AMBASSADOR THOMAS-GREENFIELD: I love the job. I’m still getting used to living in New York City. It’s been an adjustment coming to New York. I came in the middle of COVID, so the first six months everything was done remotely. So I didn’t meet my team, I didn’t meet my staff, I chaired my first presidency of the Security Council remotely. So that has required some adjustment.
But I am making gumbo and looking forward to sharing it with you and others because I think it’s an important way of engaging with people when you can sit, again, over a good meal and talk about tough issues. So people relax, and they are particularly impressed when they know that I’ve cooked the meal myself and didn’t have it catered or didn’t use my really wonderful chef that comes with the apartment. It impresses them that I actually make a meal and serve to them.
QUESTION: Yeah, well, that’s good. It’s great to hear that, and I have to tell you, I’ve taken a stab at gumbo a bunch of times, and getting that first, you know, that first bit right, it’s [laughter]

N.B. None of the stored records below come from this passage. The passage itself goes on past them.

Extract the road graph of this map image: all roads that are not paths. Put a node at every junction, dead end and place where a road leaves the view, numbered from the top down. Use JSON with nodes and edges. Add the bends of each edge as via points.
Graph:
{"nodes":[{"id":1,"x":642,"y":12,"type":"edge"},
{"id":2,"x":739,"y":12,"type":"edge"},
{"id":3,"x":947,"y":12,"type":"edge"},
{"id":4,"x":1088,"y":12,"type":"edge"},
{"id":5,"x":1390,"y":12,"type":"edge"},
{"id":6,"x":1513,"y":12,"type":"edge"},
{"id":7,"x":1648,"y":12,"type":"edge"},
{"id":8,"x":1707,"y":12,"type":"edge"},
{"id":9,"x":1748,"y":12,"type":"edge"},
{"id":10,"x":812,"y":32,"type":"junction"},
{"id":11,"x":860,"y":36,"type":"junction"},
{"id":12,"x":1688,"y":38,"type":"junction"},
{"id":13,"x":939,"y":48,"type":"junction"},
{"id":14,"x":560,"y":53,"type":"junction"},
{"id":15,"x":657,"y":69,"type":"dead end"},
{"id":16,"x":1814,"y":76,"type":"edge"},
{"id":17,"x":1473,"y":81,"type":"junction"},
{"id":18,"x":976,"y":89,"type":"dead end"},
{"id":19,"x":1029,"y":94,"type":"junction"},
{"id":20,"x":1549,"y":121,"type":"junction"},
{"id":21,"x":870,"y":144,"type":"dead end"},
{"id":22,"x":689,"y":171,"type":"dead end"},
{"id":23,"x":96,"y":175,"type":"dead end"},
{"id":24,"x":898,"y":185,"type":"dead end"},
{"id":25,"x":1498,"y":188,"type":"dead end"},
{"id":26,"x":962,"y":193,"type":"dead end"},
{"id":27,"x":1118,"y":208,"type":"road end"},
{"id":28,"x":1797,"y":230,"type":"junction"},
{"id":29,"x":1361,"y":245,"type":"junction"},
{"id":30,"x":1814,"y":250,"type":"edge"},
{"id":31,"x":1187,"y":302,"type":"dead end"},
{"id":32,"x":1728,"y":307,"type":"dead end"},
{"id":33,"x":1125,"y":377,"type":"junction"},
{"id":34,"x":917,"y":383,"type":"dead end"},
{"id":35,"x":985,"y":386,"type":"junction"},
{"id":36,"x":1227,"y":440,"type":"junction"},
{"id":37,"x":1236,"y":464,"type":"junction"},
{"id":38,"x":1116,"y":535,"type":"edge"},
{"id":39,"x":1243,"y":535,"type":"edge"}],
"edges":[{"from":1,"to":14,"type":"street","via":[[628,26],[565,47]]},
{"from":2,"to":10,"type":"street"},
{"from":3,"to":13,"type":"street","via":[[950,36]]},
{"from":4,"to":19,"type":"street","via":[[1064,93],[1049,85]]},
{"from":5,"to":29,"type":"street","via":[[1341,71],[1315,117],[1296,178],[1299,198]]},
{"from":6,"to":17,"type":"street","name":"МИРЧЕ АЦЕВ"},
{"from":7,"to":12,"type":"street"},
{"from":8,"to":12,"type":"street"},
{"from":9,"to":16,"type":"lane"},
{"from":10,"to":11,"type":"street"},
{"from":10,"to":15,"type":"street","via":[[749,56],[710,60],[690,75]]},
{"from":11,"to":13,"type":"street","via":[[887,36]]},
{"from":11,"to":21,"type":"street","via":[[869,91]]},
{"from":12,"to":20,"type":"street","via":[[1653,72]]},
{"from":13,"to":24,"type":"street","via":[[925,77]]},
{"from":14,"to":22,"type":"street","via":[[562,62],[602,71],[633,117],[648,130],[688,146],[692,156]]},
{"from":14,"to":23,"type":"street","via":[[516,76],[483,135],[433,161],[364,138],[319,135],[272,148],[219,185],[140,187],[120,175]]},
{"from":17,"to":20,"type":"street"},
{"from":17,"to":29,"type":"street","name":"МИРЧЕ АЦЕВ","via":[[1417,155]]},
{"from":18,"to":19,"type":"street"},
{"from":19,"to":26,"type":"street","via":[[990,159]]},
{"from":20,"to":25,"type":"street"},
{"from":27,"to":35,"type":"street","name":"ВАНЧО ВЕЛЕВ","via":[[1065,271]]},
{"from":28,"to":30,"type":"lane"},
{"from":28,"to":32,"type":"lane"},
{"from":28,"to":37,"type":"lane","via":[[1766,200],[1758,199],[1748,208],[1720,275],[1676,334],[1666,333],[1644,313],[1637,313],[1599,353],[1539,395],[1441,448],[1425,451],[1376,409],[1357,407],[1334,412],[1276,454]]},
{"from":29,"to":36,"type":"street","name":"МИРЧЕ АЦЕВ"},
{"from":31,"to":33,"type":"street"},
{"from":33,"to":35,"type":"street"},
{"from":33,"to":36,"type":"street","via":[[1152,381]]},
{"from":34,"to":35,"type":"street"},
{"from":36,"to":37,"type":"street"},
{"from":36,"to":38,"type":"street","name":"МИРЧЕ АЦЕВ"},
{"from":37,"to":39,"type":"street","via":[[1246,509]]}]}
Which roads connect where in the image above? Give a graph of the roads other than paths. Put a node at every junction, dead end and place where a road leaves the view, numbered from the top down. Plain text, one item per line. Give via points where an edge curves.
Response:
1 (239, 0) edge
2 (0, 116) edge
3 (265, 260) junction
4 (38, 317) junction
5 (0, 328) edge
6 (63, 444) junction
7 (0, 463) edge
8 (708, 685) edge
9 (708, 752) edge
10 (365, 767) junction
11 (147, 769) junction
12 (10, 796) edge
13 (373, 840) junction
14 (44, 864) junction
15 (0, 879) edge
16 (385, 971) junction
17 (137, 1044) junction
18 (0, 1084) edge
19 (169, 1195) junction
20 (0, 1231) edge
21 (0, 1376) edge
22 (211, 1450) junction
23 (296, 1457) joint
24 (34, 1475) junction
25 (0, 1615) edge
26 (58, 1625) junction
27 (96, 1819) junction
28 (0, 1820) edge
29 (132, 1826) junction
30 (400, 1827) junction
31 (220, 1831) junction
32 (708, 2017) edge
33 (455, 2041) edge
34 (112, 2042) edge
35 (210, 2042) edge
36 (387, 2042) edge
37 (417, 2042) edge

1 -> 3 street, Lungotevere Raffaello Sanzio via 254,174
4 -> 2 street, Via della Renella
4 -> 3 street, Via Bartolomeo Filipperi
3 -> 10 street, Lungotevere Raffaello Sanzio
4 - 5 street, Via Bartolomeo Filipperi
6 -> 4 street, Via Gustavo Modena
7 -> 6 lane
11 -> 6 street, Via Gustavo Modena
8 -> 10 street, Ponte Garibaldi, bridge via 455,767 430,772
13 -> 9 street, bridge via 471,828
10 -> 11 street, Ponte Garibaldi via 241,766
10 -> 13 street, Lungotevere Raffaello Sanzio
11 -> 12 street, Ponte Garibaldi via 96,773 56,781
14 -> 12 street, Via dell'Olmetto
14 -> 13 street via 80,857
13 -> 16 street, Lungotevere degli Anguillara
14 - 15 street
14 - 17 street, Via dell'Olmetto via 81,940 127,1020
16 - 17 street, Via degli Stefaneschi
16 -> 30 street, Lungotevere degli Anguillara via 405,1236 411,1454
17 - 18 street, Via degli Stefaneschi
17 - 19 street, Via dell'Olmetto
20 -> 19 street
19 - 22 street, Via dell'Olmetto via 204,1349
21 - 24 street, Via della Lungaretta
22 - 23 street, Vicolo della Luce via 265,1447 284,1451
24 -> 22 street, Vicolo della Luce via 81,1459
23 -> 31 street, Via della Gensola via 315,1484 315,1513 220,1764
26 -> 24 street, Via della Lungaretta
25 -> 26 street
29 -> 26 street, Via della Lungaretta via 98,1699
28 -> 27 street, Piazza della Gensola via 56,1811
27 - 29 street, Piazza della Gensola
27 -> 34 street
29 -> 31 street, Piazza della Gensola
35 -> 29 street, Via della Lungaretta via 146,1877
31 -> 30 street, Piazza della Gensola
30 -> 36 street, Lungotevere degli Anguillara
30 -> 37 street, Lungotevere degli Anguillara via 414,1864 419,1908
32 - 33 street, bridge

AMBASSADOR THOMAS-GREENFIELD: Well, there’s a recipe –
QUESTION: – the roux –
AMBASSADOR THOMAS-GREENFIELD: – there’s a recipe in The Washington Post. It’s my recipe. I actually – when I gave The Washington Post the recipe, I made it up as I was – I made it up to send to them, and then I tried it after I sent it.
QUESTION: Oh, that’s a risk.
AMBASSADOR THOMAS-GREENFIELD: And, oh it was good.
QUESTION: Good, good.
AMBASSADOR THOMAS-GREENFIELD: It was good, and many people have written to me to say they tried the recipe, including Senator Kaine from Virginia who said he tried it. He just didn’t know what to do with all the gumbo, because you can’t make gumbo for four, you’ve got to make gumbo for 12. Try my recipe in The Washington Post. It’ll work for you.
QUESTION: Alright, I’m on it. Thanks so much for joining and really appreciate it and best of luck with everything going forward.
AMBASSADOR THOMAS-GREENFIELD: Thank you so much, Ben. I really appreciate the opportunity to speak with you.